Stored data
___

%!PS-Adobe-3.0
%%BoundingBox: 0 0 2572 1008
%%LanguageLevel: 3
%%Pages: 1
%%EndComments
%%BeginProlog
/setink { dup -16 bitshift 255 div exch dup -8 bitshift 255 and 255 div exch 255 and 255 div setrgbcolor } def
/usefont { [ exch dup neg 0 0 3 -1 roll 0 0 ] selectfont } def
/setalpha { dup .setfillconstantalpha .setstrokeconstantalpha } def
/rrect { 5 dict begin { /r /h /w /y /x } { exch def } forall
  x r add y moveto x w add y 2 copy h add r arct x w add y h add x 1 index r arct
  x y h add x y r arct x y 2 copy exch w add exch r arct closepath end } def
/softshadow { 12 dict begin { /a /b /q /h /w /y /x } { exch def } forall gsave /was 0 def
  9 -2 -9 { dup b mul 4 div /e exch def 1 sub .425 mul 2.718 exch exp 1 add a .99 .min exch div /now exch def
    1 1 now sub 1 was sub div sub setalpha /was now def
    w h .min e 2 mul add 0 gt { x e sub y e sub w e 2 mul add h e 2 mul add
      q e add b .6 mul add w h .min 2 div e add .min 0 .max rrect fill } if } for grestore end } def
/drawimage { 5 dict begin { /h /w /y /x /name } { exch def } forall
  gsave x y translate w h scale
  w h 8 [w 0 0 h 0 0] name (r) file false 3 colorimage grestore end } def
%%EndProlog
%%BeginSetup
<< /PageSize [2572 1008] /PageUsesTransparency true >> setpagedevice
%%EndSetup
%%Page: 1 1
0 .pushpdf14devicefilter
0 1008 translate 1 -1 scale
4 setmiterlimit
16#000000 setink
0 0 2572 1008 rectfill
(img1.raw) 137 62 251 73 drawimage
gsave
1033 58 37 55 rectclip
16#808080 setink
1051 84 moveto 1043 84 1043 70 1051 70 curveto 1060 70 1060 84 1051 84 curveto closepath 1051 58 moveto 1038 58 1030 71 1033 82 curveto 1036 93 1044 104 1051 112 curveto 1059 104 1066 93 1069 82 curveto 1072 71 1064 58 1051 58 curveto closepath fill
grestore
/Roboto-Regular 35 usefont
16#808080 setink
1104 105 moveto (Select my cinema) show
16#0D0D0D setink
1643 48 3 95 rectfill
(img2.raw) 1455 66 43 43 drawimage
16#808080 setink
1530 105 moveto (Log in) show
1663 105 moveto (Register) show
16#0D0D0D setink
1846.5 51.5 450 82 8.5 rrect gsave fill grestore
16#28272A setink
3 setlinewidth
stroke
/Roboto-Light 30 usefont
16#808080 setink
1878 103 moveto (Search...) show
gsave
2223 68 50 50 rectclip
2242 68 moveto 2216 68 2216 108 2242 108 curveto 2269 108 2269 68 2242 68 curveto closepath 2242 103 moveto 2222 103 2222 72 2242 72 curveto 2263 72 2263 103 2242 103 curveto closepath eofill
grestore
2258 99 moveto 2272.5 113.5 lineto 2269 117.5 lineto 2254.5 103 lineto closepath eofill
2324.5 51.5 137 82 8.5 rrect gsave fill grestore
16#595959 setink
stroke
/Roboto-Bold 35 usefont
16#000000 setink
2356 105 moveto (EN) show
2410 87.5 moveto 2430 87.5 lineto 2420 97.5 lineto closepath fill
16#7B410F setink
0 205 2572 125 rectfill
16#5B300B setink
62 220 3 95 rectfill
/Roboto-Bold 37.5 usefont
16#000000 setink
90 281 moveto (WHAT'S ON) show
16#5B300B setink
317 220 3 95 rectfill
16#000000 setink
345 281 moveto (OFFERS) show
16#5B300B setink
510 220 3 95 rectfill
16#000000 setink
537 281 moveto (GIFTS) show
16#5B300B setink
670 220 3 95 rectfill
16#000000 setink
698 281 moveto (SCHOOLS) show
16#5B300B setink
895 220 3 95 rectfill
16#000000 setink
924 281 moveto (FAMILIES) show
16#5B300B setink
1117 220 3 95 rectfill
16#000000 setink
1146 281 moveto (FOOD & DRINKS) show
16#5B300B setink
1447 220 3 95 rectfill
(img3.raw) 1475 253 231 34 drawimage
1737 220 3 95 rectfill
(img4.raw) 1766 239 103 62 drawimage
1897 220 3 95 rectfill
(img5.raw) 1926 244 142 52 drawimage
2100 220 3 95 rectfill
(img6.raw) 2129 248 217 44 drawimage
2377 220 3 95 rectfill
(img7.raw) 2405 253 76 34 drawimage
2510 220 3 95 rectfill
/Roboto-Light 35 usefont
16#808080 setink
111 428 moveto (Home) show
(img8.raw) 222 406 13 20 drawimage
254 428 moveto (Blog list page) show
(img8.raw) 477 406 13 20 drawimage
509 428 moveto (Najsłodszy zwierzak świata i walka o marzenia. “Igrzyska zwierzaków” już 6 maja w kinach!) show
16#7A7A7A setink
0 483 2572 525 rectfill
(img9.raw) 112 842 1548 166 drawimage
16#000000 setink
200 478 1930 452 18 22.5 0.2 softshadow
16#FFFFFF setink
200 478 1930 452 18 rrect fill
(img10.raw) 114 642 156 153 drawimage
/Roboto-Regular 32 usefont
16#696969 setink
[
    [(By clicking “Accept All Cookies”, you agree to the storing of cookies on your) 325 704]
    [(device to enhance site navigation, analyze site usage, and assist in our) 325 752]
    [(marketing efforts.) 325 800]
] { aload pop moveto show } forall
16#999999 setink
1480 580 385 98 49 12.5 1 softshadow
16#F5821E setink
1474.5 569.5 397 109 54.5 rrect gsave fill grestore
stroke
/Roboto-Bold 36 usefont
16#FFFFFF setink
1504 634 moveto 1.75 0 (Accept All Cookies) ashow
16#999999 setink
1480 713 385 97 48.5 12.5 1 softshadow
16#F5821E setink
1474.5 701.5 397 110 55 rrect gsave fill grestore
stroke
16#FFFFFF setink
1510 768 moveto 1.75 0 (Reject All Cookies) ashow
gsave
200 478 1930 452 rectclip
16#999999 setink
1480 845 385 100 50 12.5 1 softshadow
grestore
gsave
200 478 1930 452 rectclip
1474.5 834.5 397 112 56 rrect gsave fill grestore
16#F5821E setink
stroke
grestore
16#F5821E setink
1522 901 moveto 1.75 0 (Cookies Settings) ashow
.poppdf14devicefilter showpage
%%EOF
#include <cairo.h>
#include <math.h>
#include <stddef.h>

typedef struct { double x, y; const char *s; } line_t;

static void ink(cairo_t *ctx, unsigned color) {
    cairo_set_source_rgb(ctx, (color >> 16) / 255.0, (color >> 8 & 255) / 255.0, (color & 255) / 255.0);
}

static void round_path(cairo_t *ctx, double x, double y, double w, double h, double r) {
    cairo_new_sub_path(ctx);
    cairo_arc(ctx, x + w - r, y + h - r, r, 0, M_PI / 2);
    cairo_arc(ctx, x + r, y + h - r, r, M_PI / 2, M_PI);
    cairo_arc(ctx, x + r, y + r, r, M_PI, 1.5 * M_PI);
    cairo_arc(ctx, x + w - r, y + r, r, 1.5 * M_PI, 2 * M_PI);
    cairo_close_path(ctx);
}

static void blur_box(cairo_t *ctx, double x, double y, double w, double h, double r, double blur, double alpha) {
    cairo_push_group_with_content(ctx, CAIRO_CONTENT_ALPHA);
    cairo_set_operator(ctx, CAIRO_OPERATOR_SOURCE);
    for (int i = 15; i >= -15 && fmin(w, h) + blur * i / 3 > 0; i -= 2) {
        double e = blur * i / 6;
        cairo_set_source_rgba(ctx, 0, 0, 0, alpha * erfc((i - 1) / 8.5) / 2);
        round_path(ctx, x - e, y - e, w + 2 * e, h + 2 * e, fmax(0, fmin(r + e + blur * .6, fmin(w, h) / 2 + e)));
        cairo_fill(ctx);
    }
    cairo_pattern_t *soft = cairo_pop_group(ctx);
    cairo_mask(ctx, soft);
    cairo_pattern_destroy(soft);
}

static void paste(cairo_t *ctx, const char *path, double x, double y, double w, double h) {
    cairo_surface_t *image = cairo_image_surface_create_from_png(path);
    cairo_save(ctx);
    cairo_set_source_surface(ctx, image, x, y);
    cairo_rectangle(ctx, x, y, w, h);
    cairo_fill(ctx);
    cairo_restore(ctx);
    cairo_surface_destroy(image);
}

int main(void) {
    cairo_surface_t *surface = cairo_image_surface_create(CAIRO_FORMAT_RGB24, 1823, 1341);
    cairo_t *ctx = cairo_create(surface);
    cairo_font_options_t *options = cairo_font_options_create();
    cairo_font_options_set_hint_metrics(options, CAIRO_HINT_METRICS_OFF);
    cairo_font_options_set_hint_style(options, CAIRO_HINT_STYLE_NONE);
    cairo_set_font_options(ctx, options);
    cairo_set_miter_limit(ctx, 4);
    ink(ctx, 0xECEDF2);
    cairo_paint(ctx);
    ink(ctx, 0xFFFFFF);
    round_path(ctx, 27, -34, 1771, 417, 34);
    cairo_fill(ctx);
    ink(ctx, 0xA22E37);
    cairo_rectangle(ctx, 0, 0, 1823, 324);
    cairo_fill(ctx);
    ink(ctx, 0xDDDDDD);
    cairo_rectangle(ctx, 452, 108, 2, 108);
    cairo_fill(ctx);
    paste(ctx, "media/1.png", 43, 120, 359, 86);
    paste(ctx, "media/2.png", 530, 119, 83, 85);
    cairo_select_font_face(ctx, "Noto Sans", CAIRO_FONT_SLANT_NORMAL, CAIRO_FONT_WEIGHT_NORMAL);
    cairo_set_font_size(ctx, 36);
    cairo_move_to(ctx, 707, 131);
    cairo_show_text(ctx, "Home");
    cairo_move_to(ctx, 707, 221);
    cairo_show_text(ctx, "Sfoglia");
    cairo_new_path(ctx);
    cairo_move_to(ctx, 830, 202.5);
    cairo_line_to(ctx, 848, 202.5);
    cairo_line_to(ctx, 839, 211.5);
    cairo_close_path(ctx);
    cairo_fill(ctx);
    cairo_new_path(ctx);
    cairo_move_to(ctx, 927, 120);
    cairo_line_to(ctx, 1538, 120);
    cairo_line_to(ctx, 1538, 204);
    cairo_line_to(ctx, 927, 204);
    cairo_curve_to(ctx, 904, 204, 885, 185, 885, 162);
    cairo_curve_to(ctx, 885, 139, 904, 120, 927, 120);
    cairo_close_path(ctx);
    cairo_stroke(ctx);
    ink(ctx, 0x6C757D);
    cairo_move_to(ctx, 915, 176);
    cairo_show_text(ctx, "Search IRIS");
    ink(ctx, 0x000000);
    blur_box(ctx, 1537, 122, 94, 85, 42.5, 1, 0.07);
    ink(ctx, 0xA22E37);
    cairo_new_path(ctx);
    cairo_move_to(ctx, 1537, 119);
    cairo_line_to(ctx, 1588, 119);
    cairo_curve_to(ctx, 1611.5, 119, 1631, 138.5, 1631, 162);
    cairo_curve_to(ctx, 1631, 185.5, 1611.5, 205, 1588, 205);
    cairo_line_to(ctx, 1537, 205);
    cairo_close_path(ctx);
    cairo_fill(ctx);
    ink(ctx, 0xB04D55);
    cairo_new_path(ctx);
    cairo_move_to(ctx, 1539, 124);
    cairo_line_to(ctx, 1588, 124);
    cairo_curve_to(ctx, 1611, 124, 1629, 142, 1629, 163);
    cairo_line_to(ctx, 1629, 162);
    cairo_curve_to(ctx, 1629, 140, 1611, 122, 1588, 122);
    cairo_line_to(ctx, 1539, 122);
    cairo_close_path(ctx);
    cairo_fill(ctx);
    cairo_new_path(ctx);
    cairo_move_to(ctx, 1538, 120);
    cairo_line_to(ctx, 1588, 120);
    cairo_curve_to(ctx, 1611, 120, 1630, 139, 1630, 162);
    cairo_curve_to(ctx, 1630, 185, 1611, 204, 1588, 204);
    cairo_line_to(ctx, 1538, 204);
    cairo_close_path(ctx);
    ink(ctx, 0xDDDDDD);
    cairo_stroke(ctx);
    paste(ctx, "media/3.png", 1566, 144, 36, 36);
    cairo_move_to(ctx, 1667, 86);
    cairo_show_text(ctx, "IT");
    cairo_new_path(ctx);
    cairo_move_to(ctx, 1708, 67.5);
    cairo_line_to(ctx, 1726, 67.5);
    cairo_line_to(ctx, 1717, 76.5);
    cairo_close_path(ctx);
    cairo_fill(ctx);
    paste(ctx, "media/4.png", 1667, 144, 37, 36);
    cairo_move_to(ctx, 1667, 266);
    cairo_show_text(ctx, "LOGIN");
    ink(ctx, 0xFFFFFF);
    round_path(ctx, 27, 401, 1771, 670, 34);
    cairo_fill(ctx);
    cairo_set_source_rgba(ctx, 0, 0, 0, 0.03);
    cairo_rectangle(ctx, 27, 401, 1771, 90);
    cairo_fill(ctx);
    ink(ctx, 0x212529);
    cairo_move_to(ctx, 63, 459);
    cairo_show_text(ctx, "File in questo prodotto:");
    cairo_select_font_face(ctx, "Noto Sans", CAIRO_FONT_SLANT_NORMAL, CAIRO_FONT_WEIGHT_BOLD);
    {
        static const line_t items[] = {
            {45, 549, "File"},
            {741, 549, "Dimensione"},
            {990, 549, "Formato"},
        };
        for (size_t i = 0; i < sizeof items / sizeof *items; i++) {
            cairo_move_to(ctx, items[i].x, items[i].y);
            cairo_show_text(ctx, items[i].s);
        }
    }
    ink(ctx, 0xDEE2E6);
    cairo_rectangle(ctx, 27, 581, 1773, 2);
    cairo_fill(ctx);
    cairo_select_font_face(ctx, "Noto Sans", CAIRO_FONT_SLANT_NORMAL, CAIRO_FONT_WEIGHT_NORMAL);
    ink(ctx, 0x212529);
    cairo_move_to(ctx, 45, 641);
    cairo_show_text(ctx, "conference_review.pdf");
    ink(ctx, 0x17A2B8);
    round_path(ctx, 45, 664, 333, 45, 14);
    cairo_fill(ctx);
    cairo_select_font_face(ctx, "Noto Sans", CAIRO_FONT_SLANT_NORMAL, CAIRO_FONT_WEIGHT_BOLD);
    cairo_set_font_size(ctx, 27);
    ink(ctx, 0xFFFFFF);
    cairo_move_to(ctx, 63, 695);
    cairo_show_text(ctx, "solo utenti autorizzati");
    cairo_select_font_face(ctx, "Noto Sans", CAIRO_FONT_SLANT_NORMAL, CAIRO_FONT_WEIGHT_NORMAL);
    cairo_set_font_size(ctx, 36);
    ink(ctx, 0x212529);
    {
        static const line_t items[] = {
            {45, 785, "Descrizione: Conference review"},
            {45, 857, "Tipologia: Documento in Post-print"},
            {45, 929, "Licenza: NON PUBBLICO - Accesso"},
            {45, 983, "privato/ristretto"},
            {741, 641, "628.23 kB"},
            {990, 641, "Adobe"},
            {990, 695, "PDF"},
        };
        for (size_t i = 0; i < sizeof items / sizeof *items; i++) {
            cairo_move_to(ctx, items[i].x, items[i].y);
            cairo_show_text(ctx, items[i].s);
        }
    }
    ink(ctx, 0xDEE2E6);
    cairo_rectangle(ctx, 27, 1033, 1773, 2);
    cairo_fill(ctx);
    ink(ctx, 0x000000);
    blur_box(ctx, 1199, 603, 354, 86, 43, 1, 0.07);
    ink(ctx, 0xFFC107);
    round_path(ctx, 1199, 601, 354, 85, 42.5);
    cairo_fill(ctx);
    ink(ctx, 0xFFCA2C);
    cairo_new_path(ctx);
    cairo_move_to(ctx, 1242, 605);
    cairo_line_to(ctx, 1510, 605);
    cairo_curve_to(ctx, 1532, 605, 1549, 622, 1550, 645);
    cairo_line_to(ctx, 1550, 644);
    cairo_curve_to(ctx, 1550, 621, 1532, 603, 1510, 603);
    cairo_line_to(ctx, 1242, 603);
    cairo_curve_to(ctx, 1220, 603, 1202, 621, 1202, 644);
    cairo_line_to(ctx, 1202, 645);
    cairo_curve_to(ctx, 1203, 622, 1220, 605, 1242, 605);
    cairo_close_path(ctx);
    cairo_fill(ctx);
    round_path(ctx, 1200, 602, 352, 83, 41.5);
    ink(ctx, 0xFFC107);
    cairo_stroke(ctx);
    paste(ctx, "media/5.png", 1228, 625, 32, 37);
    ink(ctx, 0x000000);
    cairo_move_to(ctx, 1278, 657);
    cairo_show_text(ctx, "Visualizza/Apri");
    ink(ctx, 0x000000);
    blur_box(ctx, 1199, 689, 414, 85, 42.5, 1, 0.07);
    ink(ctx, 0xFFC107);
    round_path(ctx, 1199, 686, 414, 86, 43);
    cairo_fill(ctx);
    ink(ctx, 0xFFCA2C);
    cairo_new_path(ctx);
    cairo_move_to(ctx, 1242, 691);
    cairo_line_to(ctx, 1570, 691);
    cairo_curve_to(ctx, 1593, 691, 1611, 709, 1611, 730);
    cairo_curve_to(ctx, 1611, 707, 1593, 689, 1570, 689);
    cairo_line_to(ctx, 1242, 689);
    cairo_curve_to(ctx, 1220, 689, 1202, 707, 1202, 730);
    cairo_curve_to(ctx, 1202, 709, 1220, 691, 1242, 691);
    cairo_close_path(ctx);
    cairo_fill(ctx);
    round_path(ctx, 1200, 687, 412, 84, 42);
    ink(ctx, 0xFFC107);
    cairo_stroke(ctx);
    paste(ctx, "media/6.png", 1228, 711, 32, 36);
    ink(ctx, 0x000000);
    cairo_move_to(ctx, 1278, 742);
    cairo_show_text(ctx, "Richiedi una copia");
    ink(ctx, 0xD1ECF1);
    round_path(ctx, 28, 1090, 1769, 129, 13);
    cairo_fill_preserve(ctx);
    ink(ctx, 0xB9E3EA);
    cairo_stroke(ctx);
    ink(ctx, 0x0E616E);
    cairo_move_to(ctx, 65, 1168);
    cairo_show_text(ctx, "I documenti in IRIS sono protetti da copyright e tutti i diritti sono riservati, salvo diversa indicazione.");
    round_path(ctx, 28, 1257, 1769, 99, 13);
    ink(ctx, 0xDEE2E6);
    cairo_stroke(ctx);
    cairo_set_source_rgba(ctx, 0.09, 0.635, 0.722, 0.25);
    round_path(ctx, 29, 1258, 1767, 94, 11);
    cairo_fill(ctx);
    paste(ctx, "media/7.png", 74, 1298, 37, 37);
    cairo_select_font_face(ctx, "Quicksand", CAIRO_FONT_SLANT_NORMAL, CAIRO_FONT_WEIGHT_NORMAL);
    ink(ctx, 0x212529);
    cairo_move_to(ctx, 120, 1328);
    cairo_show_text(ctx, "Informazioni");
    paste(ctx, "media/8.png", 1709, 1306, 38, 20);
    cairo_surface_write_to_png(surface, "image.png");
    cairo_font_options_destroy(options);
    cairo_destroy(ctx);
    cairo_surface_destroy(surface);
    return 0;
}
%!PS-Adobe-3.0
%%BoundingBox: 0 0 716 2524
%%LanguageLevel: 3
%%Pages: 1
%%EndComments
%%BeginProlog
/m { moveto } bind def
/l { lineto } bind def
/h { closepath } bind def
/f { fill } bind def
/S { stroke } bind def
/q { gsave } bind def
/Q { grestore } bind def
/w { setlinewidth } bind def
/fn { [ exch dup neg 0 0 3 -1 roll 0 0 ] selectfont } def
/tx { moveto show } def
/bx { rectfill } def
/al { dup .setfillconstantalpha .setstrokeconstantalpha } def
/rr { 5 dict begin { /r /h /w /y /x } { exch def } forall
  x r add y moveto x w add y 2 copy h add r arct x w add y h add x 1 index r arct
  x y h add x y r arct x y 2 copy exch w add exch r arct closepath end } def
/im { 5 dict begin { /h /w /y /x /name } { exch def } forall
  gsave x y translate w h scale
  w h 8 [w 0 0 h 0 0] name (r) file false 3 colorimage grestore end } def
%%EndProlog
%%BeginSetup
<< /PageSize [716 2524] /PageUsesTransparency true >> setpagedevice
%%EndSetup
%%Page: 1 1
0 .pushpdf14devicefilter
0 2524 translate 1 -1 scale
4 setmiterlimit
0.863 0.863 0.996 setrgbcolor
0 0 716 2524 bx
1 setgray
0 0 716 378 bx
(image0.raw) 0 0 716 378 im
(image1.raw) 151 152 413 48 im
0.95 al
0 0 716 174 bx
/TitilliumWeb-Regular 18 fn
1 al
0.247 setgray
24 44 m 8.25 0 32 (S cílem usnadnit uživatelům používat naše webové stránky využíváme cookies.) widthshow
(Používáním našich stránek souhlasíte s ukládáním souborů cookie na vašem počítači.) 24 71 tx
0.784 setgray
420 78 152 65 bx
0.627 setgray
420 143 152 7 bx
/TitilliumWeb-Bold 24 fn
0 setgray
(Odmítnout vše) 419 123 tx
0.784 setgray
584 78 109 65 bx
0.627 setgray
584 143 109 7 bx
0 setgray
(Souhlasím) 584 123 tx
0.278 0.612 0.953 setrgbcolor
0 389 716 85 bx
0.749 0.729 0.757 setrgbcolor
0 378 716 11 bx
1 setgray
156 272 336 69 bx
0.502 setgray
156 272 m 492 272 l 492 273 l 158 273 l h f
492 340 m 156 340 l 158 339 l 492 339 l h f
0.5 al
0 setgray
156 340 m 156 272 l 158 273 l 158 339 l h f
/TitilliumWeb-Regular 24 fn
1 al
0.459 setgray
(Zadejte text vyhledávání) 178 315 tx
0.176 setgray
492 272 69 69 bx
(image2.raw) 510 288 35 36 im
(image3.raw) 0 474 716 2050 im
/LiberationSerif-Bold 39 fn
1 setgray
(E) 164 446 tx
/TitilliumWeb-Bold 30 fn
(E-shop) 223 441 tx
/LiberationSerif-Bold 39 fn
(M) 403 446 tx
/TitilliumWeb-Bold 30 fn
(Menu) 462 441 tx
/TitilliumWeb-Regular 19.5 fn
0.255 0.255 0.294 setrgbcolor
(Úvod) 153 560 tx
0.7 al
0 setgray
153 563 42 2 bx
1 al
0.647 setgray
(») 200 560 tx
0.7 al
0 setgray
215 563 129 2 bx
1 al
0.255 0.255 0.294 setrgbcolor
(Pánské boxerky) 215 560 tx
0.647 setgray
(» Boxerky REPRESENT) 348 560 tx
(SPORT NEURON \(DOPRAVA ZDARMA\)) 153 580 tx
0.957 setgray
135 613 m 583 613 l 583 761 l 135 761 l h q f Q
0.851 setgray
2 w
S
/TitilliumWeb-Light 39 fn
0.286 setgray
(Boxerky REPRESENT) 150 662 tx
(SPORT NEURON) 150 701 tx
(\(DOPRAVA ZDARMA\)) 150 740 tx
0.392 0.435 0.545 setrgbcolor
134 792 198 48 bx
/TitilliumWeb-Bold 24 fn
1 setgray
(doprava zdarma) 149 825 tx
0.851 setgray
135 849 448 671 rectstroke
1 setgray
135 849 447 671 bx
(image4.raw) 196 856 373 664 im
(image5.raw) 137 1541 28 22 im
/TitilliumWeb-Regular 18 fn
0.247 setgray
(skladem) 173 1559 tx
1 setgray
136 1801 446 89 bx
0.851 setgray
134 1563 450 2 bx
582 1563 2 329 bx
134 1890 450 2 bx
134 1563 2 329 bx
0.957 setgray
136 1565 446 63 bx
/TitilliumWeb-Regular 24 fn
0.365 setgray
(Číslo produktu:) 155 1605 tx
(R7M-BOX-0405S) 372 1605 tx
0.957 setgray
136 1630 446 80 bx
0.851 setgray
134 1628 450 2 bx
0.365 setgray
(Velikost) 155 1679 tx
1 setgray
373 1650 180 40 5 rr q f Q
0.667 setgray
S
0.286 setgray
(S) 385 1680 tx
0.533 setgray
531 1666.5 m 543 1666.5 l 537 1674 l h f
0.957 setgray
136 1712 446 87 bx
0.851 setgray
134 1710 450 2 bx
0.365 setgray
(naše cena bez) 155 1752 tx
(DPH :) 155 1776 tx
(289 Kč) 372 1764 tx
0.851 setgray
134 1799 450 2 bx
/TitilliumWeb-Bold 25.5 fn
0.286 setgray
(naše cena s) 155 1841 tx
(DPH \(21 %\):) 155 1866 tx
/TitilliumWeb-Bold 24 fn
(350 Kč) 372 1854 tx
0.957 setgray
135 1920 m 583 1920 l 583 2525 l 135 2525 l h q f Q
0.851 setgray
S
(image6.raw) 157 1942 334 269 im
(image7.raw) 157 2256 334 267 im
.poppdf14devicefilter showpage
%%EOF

___

What this task involves
Give only a number, the count of lines above that include the string "bind".

Finished exercise
8